Eventually I admitted that Rys and the kids meant more to me than just family; they were my lifeline to reality, a way out of the world of design and intense mathematical calculation I lived in. I was lonely, and Rys was my only outlet. The more time I spent with her family, the more I wanted; eventually I came to realise that it was her that made my life complete; with her I was ‘Mikey, best friend, guardian, shoulder to cry on and hand to hold’; without her I was a solitary, lonely man with nothing in his life except someone else’s family to take the loneliness away; literally, all I had was her. At the time I was too knotted-up inside to understand what was happening to us. With hindsight now it’s all so clear, but back then, all I knew was I needed Rys to keep the dark away, and I couldn’t work out why that should be so.
Rys was the catalyst for everything that happened, and it was so innocent, but it was going to make our lives so very complicated, in so many ways. It was a simple conversation, about Rys finding a job, of all things. She had money, her family benefits, plus what I secretly slipped into her bank account meant she had enough money to live reasonably well, especially as she didn’t have to worry about bills, because I was taking care of those, but she wanted to feel independent; she didn’t feel right taking my money, even though I would have gladly given her everything I had, she was my baby sister, and I loved her to death, but she felt a divorced mother of two should be more independent and self-reliant, so of course, she turned to her big brother for advice.
I felt a certain amount of kismet here; she needed a job, she needed money, but she didn’t like taking my money, so I arranged it so she had no choice but to take money from me, as my employee. That’s right, I hired her, but it wasn’t a token job; Carys was a qualified business administrator, I needed a good office manager, one who knew what they were doing, and whom I could trust; it was the perfect storm, I needed her, she needed me. Kismet.
My office was, frankly, a complete mess, my interns were a bunch of scruffs who didn’t know how to log drawings or file applications properly, they wrote their schedules on scraps of paper and tacked them to my drawing board with Post-It notes, my accountant only had a vague notion of my receivables, because invoices went out, issued by interns, and no-one followed them up, and so the people who owed me money waited until I rattled their cages before they coughed-up. As I didn’t know which cages to rattle, none got rattled; I was owed hundreds of thousands on signed-off and preliminary projects, my accountants were miracle workers but they were fighting a losing battle trying to claw back what they thought we were owed, if I ever needed an office admin, it was now, and Rys fit the bill perfectly.
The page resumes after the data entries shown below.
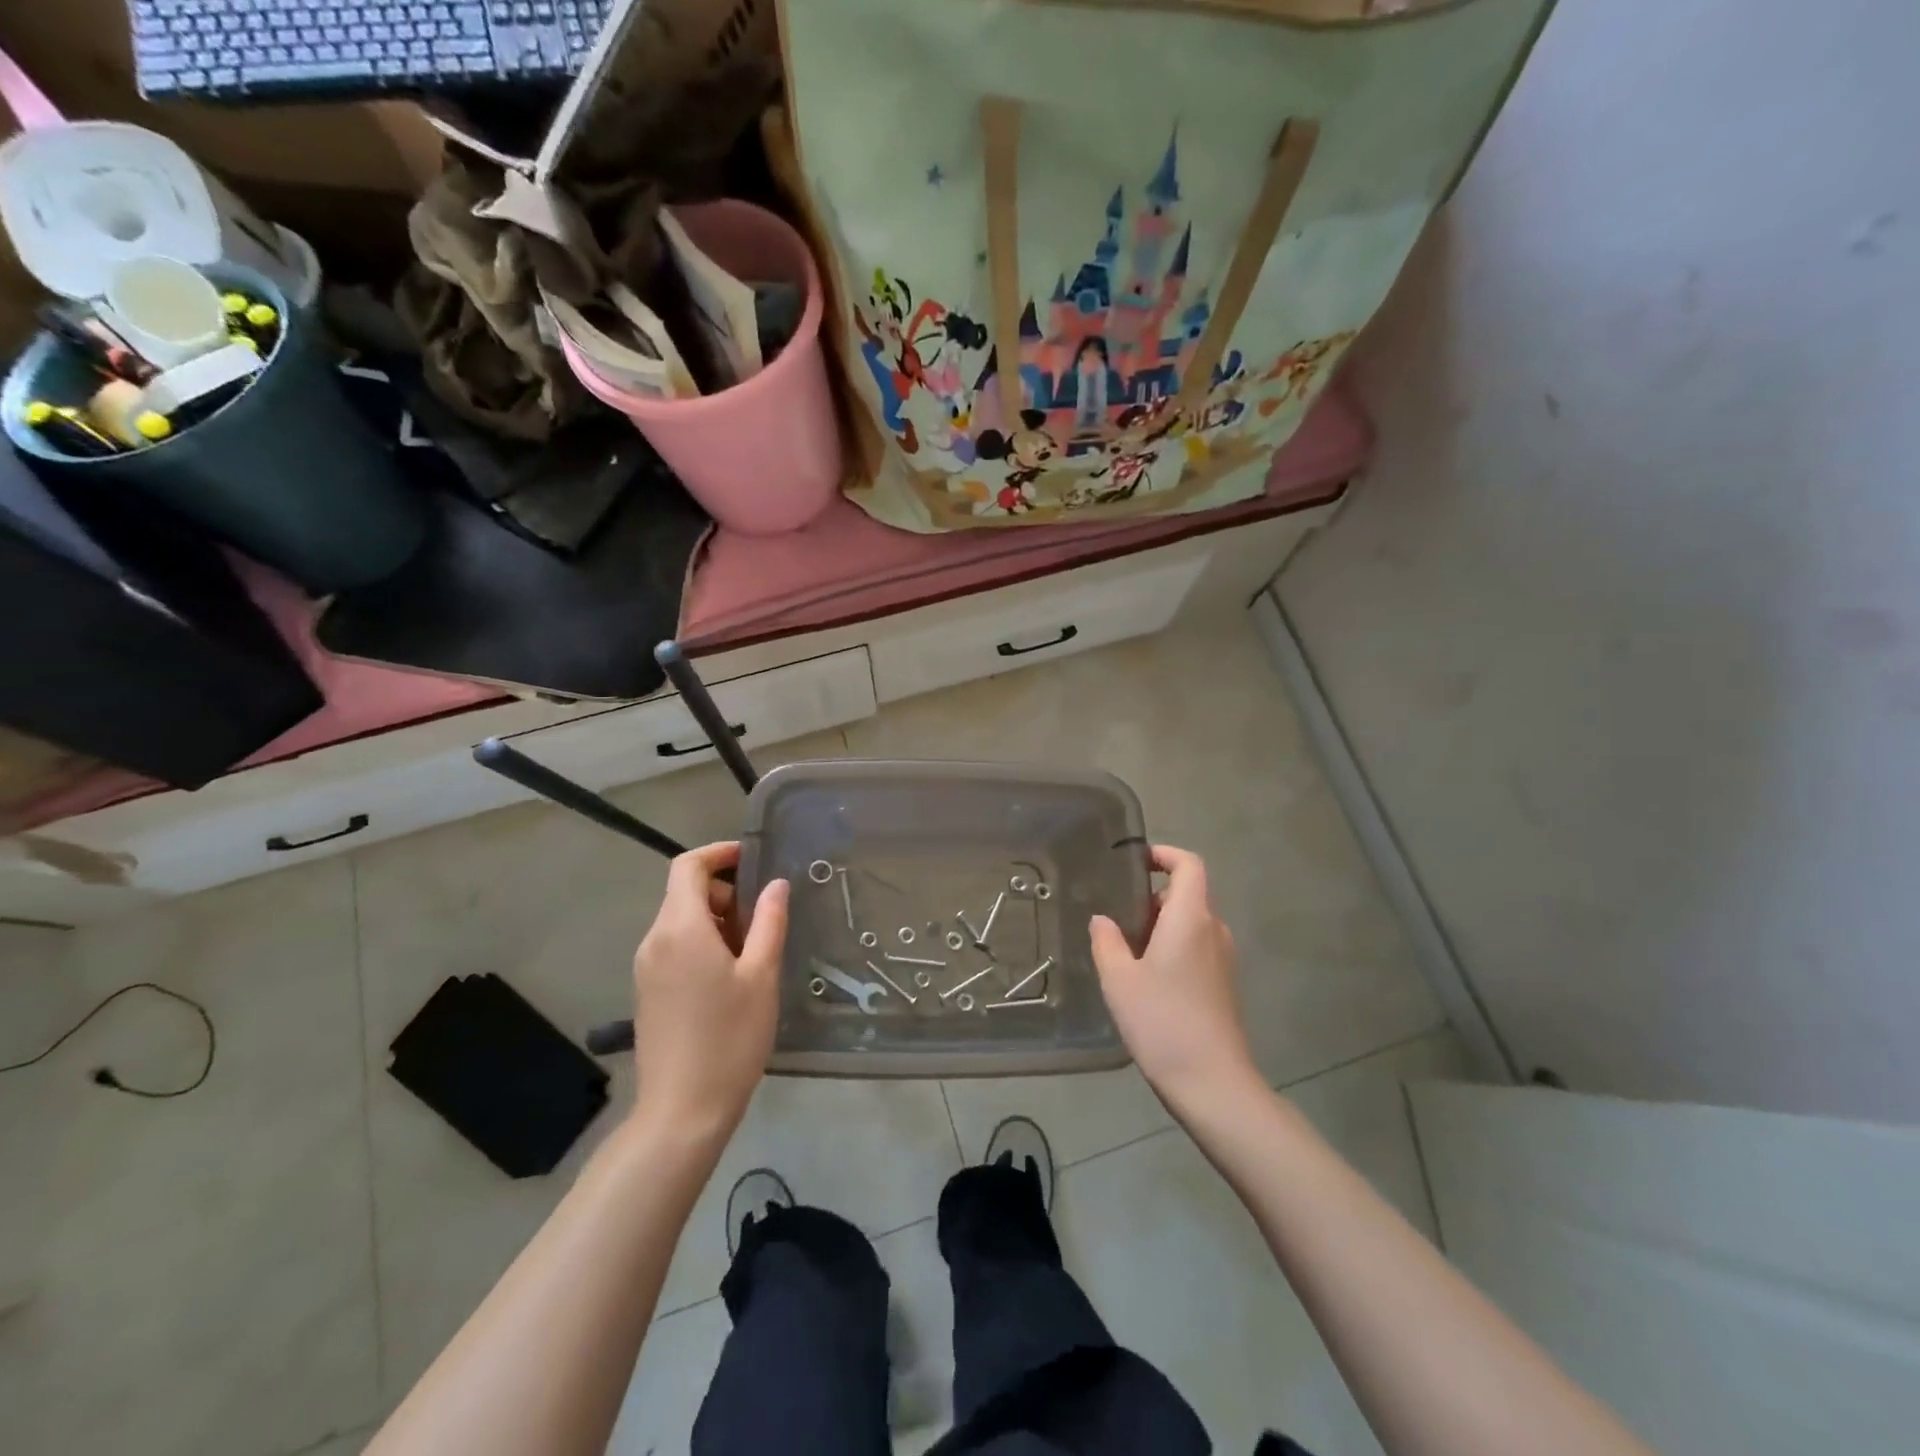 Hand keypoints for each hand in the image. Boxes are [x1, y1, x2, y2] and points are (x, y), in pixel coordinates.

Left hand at [630, 842, 788, 1136]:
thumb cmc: (730, 1038)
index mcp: (680, 928)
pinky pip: (674, 947)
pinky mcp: (647, 991)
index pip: (688, 866)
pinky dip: (702, 943)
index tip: (752, 860)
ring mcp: (646, 968)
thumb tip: (776, 884)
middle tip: (764, 920)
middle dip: (725, 892)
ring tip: (753, 952)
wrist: (681, 1112)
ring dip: (716, 920)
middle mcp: (654, 940)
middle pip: (685, 892)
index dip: (719, 853)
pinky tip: (730, 977)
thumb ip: (769, 922)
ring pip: (681, 921)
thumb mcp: (761, 976)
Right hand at [1089, 845, 1259, 1110]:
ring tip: (1125, 953)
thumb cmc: (1162, 1021)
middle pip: (1186, 894)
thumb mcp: (1119, 979)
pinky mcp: (1224, 984)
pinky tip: (1146, 981)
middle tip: (1117, 919)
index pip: (1189, 865)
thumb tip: (1103, 920)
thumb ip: (1106, 941)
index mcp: (1191, 918)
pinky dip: (1172, 948)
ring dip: (1159, 926)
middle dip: (1151, 898)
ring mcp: (1223, 959)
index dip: (1164, 854)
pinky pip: (1196, 948)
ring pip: (1190, 924)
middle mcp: (1213, 930)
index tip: (1135, 862)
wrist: (1213, 1083)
I offered her top-dollar, and day-care because no-way was I going to separate Rys from the kids, so we turned a spare office into a creche and I gave Rys carte-blanche to make it as accessible and child-safe as she felt was needful, and every morning I collected her and the kids, brought them to work with me, and let Rys have her head to organise my life so I could get some order out of the general chaos.
My hunch was correct; within three months my office looked like a professional workspace, the interns were wearing ties and shaving, brushing their hair, and looking like junior architects, not a mob of scruffy vagrants, due mainly to Rys and her raised eyebrow; once seen never forgotten, and the boys just needed to be pinned to the wall once by that eyebrow to straighten up and fly right the way she wanted. My accounts receivable ledger started unclogging once she talked to the people hanging on to my money; Rys can be very persuasive, and occasionally downright intimidating when she wants to be, her standard response to excuses why payment hadn’t been received was:
“You’ve had five months to set the money aside for an invoice you had contracted to pay, right now you owe us the value of the invoice plus 5 months compound interest accrued at 2% per week, all in accordance with the contract you signed, I suggest you read the payment terms closely where this is all explicitly laid out. This means your invoice debt of 5, 000 has accrued 2, 576. 21 in delinquent interest, making your total due, today, 7, 576. 21, and the clock’s ticking; however, I would be willing to write down 576. 21 as a gesture of good faith and call the debt 7, 000 if you remit payment today. I can send a courier to collect payment, no personal cheques, a notarized cashier’s cheque only, or a direct transfer to the company bank details listed on the invoice will also be acceptable. I shall expect either by close of business today, or any agreed discount will be cancelled and you will immediately owe the full invoice amount plus any accrued interest, while will escalate on a daily basis thereafter.”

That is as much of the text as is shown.